Certains croient que le génie est un facteur génétique, les autres ont des frères et sœurs. Masashi Kishimoto, lui, en tout cas, il avait un frère. C’est pas sa plus grande fierté dans la vie. Ça ne doit pas non plus être sa plus grande honte si je me fie à la manière dont s’est terminé Naruto, une œuvre qui, durant 26 tomes, avait amplement justifié le statut d’auteur de génie accordé à son démiurge dans le milieu du Shônen.
Le premier chapitre s’appelle « Amis ». Préparez le kit de réanimation. Pour moi, pour vous, et aussi pour électriser un auteur qui se sera saisi d’un crayon lorsque son électroencéphalogramme était résolument plat. Il y a des augures qui, d’un mot d’un seul, présagent assurément le pire. Aussi, quand « ami » tapisse les murs d’un Shônen c’est avec une angoisse irrépressible qu’on entame la lecture. Bon nombre de Shônens sont des compositions horrifiques qui s’ignorent, Satan 666 en est.
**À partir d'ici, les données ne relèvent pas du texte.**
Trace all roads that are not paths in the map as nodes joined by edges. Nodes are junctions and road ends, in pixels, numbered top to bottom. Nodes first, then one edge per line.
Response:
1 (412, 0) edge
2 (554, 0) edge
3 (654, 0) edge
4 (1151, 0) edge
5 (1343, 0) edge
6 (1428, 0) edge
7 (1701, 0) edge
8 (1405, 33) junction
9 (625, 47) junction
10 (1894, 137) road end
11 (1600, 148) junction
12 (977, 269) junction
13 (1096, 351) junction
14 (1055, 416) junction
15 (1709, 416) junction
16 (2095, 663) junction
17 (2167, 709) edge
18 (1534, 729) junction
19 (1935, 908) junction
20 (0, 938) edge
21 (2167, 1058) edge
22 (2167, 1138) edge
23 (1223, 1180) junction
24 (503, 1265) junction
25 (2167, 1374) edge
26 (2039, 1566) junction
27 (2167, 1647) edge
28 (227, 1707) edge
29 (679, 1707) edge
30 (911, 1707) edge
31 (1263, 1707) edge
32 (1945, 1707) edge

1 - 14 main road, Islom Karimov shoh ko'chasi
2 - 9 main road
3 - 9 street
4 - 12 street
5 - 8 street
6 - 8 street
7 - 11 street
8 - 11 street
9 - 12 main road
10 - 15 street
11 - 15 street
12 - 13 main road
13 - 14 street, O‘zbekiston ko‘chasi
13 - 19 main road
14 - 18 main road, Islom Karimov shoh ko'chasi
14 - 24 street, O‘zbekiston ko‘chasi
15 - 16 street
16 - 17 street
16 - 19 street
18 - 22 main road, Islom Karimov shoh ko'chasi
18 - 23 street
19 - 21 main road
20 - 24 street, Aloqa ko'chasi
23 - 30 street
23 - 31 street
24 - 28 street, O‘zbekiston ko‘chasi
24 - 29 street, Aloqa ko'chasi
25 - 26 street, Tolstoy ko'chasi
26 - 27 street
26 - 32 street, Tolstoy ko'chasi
Et comme première réplique, une citation de l’Apocalypse selon Saint Jean. Alors, je l’ai déjà écrit par le passé, mais je le répète par mesure de précaution : un Japonais, faut pas lui mettre une Bible entre les mains. Jamais. Une Bible, entre les mains d’un Européen, ça donne lieu à des cathédrales et la Sainte Inquisition ; des trucs constructifs. Chez les Japonais en revanche, la Bible, ça fait vrombir les méchas et tousser les Vampires. Peut-être que eux lisent entre les lignes et qu’ils ont vu des passages qui nous ont échappés, toujours est-il que ça vite fait de devenir bizarre.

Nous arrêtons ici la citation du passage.